• TASK DESCRIPTION: Please filter the data down to the lines that include the word "Camí" and copy them.

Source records
◇ ◇ ◇ ◇
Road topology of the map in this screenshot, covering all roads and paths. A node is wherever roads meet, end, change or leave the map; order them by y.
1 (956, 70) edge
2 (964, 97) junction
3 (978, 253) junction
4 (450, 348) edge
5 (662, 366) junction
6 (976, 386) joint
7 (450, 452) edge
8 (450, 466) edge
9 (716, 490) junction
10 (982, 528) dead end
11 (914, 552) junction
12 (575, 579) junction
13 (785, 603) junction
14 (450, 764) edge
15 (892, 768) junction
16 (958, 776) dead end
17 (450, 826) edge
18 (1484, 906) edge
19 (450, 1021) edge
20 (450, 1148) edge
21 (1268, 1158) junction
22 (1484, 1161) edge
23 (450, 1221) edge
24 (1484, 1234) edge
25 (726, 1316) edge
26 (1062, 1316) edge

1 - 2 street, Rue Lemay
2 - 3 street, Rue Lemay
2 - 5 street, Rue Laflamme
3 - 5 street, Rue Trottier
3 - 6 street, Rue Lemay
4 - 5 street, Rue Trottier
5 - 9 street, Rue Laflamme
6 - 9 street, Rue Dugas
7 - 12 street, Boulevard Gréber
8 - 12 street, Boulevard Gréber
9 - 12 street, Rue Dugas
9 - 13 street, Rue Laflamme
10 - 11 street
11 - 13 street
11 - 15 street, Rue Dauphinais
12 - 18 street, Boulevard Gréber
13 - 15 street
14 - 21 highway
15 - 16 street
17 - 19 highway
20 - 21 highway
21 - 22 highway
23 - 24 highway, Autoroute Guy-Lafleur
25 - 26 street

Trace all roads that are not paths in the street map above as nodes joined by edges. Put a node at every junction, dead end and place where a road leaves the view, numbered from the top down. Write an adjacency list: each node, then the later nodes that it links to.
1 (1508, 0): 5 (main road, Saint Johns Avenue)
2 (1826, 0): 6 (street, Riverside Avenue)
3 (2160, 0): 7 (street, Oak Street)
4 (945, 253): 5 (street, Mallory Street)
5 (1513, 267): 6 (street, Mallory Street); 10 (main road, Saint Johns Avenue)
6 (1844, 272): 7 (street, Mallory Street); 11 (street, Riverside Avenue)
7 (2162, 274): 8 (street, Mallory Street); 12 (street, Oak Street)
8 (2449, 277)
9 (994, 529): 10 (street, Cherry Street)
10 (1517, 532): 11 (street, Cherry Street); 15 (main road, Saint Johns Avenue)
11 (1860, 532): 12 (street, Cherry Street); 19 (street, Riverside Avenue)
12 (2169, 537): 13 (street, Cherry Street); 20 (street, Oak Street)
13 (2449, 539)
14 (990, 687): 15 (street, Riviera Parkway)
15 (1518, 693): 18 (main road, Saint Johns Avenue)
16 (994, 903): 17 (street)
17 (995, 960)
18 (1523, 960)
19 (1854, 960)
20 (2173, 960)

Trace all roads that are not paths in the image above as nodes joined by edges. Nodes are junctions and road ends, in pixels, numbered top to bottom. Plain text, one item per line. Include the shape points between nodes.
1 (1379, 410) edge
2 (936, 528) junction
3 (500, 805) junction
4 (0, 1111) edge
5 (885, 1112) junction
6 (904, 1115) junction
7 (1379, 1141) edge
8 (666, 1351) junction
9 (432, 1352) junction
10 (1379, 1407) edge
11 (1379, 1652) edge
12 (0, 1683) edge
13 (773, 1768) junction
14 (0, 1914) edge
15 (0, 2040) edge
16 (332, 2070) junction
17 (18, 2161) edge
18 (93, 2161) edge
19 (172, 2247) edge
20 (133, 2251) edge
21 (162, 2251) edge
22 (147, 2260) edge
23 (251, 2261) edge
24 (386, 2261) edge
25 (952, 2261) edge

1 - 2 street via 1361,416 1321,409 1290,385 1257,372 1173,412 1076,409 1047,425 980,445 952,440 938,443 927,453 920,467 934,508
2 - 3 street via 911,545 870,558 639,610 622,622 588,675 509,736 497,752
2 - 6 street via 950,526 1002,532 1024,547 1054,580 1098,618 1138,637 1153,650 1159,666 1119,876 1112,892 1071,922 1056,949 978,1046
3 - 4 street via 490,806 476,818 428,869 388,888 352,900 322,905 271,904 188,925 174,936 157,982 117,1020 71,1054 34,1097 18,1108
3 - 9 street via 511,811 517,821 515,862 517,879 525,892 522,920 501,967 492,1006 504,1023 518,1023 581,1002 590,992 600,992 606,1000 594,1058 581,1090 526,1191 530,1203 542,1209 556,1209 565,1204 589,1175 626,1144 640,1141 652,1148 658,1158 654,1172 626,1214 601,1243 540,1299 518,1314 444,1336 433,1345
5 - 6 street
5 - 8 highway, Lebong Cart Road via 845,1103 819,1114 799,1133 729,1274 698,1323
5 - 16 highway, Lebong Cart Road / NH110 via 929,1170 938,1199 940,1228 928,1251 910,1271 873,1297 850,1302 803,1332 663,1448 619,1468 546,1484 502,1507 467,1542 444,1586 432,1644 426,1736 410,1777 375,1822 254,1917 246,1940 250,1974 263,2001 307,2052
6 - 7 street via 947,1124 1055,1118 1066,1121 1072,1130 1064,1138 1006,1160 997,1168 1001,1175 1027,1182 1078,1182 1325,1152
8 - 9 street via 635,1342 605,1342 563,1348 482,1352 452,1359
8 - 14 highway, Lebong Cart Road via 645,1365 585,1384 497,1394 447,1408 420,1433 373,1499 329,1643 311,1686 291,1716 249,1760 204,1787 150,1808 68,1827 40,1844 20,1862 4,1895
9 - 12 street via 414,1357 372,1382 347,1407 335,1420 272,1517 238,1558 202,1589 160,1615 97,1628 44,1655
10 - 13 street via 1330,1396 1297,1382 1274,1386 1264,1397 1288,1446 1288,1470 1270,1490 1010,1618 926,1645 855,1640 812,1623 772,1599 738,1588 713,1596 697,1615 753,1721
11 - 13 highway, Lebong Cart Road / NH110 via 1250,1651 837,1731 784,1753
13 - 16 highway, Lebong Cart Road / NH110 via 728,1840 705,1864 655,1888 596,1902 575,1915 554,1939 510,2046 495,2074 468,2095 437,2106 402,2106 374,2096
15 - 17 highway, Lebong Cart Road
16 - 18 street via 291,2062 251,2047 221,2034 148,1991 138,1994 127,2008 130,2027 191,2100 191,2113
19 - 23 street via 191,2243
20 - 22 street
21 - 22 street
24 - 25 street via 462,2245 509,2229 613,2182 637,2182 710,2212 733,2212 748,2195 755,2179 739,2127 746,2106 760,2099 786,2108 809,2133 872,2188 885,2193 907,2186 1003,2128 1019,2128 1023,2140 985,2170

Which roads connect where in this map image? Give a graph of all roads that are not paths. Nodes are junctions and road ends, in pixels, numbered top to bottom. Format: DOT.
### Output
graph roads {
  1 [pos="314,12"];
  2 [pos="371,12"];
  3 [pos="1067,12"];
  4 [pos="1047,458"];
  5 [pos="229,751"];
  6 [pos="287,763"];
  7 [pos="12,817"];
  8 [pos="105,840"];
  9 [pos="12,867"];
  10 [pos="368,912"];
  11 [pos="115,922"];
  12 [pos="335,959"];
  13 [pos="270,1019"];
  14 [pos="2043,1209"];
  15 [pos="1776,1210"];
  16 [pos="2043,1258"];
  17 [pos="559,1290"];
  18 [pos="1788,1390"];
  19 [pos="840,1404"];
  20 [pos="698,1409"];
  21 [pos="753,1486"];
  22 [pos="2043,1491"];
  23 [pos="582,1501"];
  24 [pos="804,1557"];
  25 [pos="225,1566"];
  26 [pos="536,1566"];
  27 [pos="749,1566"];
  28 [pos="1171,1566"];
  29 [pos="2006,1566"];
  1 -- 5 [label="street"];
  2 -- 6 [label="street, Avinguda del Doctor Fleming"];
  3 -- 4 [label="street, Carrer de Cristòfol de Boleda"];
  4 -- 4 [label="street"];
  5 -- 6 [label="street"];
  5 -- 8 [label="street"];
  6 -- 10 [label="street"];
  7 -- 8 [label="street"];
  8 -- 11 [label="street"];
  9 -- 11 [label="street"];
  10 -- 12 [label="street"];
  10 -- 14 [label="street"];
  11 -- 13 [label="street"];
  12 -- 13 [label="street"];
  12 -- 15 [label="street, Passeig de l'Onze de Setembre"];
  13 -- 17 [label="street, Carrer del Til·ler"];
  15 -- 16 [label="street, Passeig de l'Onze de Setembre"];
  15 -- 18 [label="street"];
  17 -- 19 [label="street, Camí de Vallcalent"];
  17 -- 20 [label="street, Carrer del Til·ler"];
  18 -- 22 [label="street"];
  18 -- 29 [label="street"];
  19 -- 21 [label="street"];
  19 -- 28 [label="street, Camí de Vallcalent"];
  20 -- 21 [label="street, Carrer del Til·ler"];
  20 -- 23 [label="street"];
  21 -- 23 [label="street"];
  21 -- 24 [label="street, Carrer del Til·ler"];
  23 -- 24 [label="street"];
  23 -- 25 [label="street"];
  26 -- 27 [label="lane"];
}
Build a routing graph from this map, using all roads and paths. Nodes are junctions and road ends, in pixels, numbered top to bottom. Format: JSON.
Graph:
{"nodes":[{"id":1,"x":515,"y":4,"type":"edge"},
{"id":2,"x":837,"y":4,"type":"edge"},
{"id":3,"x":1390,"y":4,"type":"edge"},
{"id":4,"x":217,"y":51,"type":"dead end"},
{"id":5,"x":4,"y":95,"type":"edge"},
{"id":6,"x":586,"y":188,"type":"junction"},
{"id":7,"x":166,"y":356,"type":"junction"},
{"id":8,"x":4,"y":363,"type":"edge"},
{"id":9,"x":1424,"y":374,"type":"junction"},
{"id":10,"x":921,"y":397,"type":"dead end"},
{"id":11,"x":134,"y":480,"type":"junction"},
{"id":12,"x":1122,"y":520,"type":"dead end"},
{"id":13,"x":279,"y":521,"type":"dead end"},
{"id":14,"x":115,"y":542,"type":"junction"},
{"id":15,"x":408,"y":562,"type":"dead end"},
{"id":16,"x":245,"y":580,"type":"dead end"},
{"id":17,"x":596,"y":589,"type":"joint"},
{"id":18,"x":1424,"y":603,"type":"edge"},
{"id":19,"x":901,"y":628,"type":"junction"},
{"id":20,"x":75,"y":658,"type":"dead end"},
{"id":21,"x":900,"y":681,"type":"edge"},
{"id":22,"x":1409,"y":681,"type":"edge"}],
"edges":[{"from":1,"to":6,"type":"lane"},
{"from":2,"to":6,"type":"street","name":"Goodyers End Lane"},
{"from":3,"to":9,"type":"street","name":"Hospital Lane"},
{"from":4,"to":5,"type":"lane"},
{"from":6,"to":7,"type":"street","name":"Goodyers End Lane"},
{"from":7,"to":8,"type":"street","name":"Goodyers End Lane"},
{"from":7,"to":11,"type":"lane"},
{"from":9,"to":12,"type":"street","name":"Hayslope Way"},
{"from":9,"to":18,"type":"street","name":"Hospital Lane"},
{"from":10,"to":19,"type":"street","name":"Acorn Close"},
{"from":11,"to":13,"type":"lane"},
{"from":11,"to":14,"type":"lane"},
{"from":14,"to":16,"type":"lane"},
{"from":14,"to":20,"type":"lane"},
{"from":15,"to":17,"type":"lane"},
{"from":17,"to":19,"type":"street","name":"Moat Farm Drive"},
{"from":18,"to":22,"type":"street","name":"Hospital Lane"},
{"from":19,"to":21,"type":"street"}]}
◇ ◇ ◇ ◇
• TASK ANSWER:
  17 -- 19 [label="street, Camí de Vallcalent"];
  19 -- 28 [label="street, Camí de Vallcalent"];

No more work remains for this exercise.